■ Available records
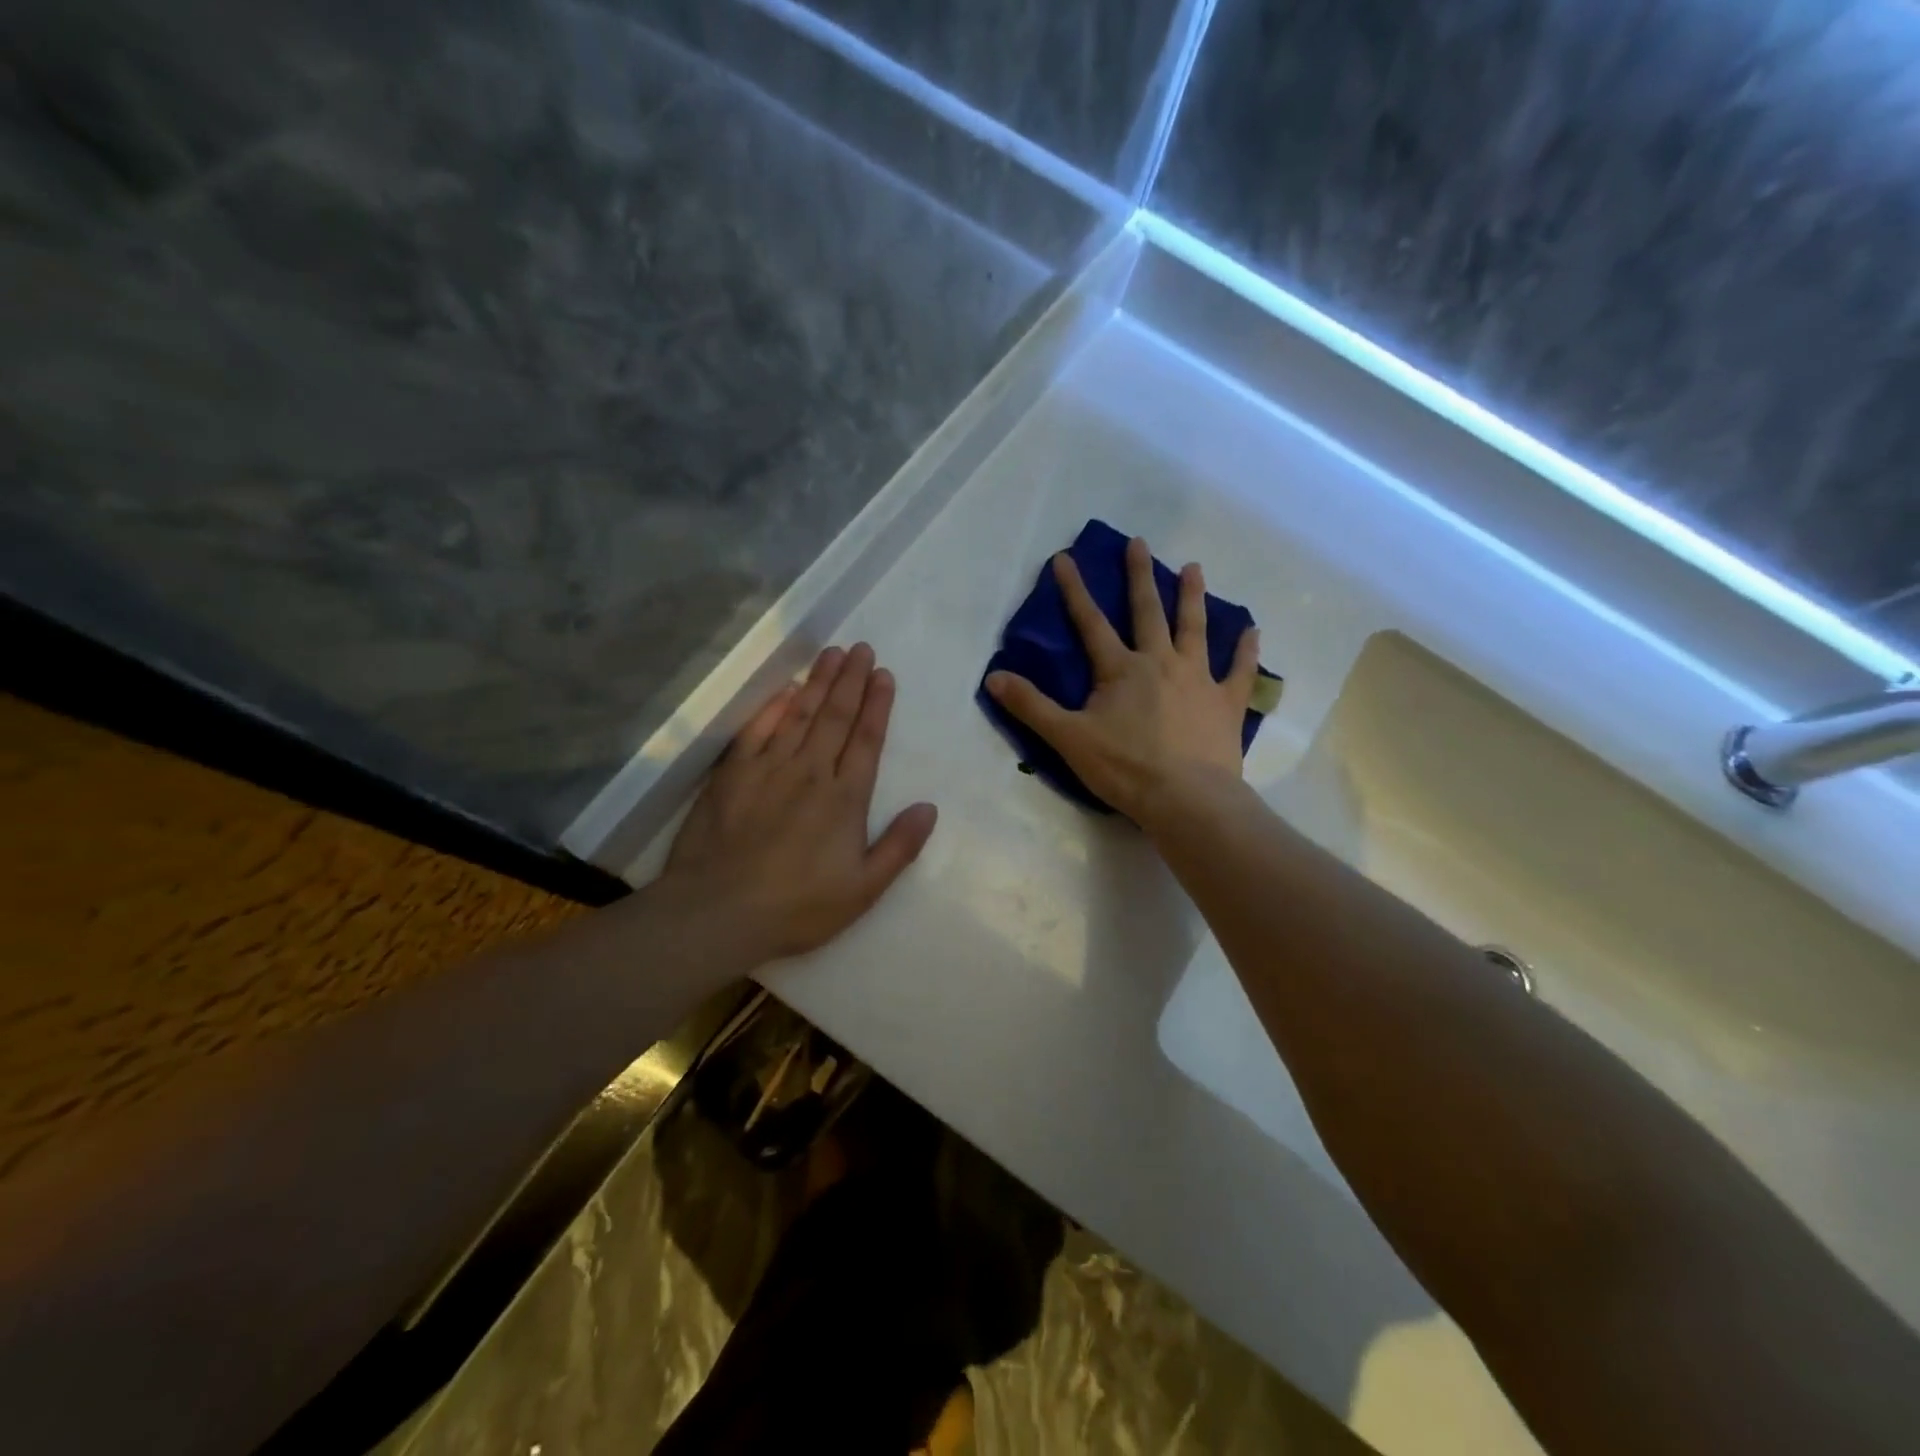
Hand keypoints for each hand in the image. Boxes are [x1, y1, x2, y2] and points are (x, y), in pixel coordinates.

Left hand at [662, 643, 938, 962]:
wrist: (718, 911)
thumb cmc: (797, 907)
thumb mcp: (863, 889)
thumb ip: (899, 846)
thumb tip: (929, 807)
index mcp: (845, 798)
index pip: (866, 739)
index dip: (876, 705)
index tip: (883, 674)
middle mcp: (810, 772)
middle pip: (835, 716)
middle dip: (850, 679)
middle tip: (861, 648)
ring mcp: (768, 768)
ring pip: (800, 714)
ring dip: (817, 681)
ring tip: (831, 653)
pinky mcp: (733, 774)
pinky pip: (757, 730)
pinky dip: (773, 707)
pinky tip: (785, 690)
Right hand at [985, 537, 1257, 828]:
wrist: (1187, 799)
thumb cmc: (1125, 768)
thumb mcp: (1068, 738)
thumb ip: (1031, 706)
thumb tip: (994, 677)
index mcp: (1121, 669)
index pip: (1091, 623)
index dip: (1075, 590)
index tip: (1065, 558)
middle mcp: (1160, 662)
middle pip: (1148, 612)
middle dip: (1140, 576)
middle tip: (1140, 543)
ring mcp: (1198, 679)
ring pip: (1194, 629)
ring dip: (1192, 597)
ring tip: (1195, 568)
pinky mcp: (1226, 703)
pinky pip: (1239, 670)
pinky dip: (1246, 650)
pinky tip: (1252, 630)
* * *
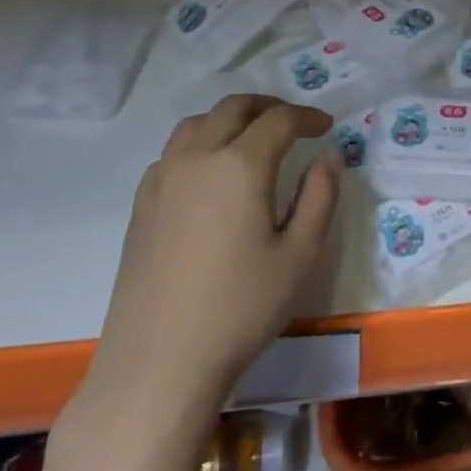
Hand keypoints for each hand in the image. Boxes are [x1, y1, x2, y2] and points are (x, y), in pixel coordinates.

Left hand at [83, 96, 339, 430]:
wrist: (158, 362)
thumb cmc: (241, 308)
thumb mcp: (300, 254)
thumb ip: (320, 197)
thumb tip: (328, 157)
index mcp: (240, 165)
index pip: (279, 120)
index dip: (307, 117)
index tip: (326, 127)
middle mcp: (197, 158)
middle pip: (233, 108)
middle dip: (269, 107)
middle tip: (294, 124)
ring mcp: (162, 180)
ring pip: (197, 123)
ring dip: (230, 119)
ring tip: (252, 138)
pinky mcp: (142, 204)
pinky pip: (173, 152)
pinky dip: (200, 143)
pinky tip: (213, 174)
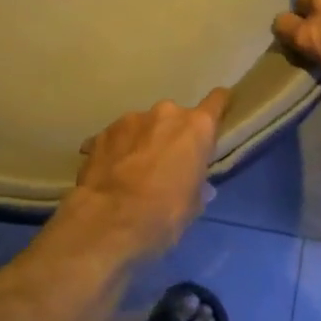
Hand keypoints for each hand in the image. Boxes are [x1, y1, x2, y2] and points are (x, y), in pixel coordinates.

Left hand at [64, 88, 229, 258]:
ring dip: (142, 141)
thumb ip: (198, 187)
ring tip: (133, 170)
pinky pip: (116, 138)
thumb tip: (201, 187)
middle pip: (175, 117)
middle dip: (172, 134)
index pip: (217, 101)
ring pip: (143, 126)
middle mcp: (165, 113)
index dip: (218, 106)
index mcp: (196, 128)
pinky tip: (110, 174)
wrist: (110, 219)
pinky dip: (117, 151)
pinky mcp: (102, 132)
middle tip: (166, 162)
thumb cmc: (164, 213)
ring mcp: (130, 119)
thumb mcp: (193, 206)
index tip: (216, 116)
...
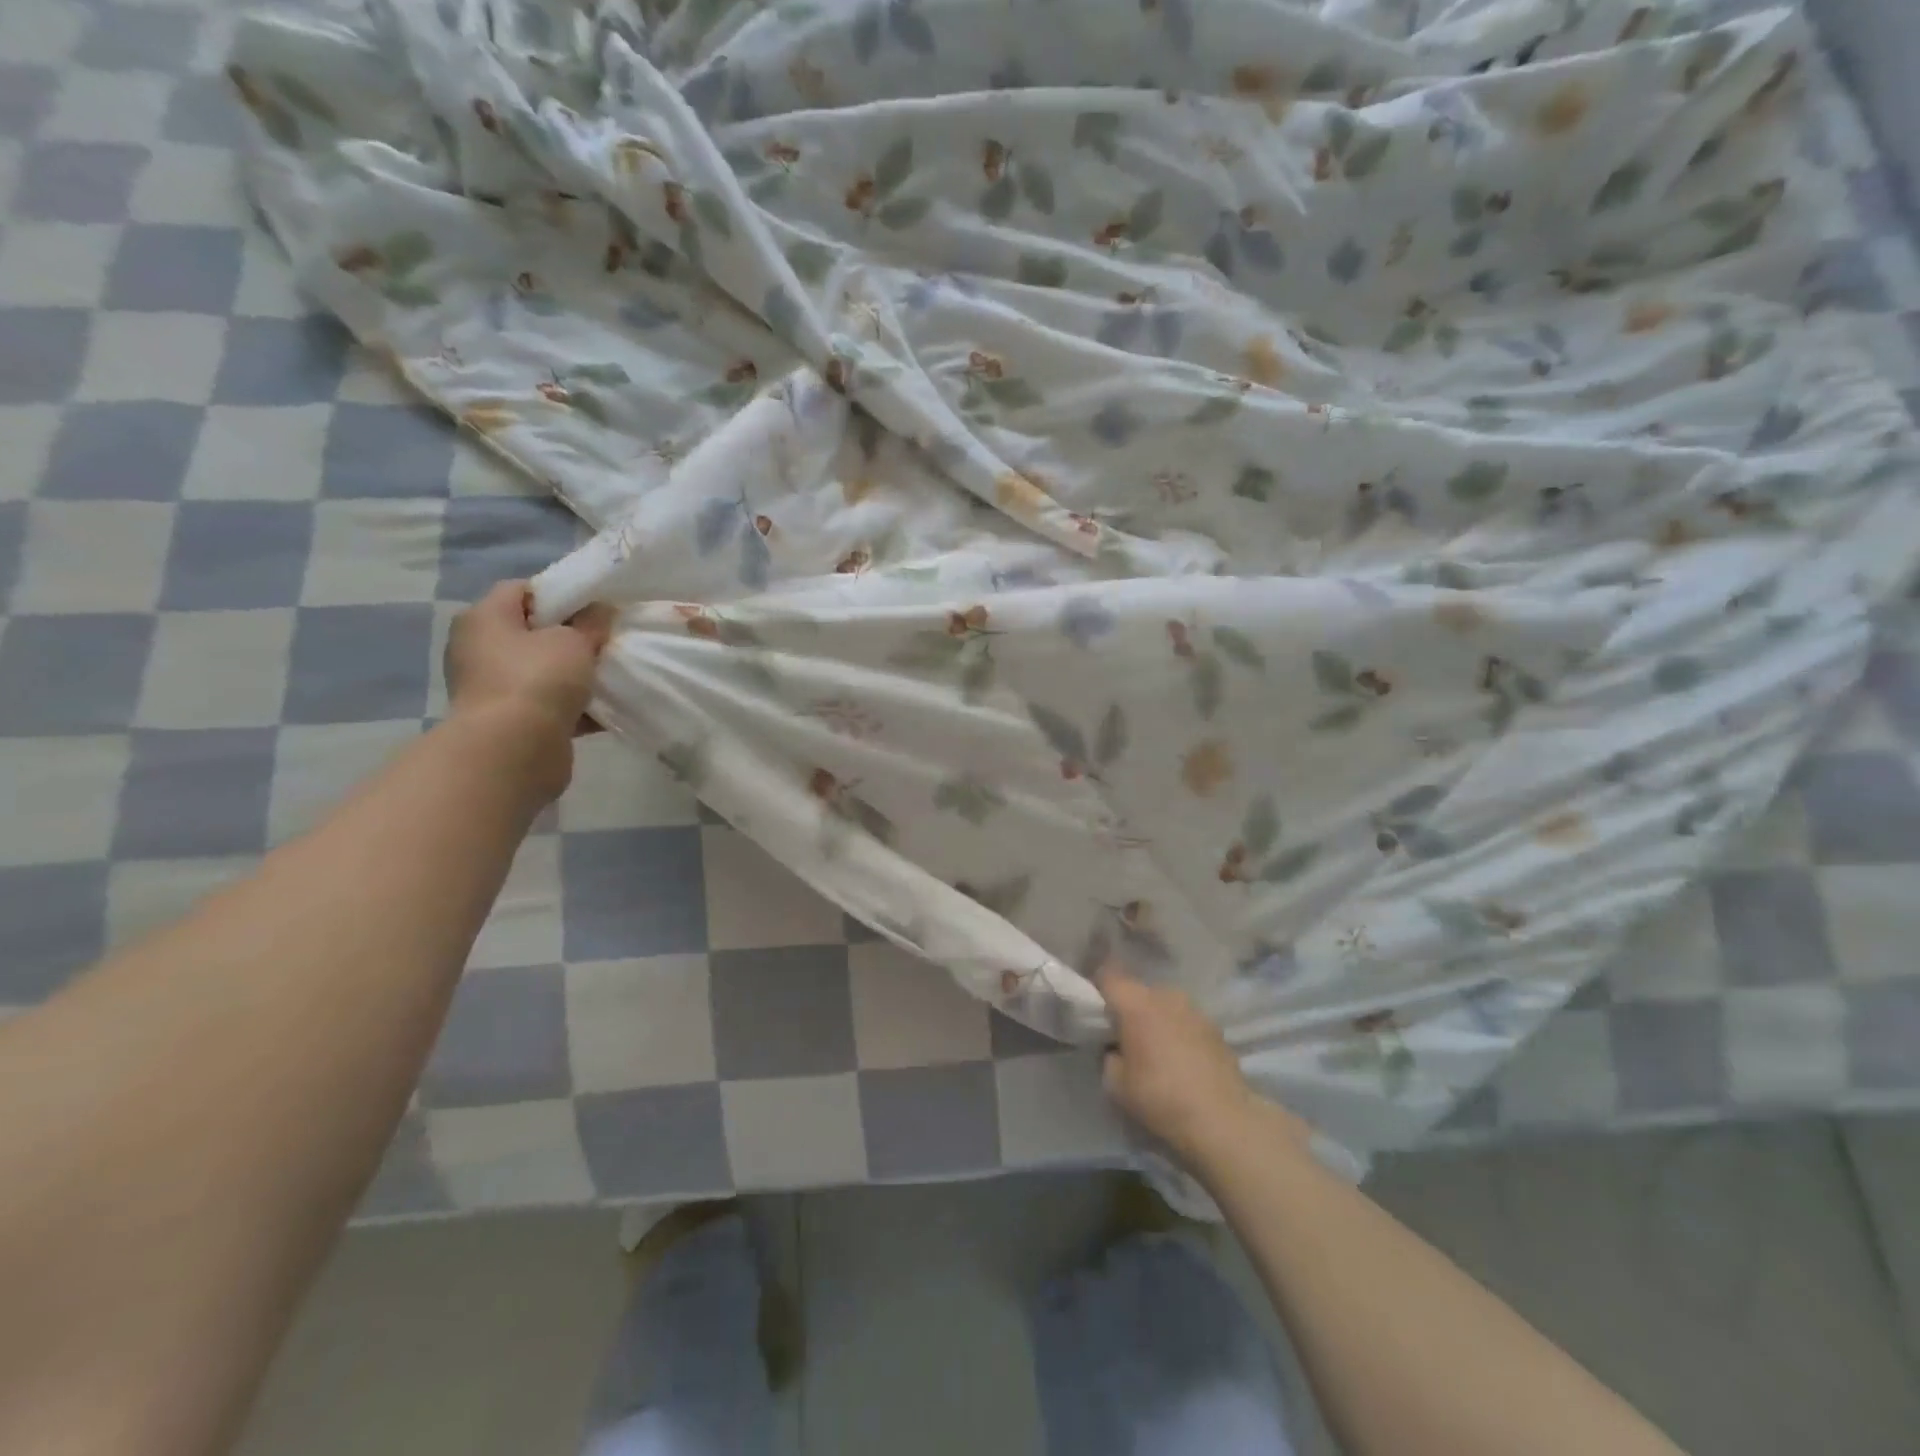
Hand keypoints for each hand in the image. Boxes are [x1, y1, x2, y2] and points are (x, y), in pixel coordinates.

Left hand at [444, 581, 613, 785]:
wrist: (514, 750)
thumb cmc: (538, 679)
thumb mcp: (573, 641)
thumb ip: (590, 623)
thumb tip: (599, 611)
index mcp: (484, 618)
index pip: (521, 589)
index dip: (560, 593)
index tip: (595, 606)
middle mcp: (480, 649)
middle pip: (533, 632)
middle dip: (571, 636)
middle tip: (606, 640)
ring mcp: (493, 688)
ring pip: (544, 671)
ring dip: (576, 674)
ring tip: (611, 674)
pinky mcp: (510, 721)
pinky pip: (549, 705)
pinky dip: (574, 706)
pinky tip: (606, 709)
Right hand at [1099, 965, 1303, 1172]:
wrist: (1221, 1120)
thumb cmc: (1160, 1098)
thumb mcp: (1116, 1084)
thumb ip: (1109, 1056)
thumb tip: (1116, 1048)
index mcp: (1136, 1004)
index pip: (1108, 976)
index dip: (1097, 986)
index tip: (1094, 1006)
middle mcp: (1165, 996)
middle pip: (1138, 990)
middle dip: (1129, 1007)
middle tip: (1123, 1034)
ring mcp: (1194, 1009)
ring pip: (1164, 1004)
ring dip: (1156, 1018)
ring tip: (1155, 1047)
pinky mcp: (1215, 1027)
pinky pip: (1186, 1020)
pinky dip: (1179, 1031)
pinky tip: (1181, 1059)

■ Problem details
Return each line in the records that holds the string "Left".

■ Result for this exercise
Left hand at [662, 643, 938, 962]:
Left hand at [83, 96, 339, 430]:
Left hand at [64, 88, 229, 258]:
Left hand at [444, 581, 613, 785]:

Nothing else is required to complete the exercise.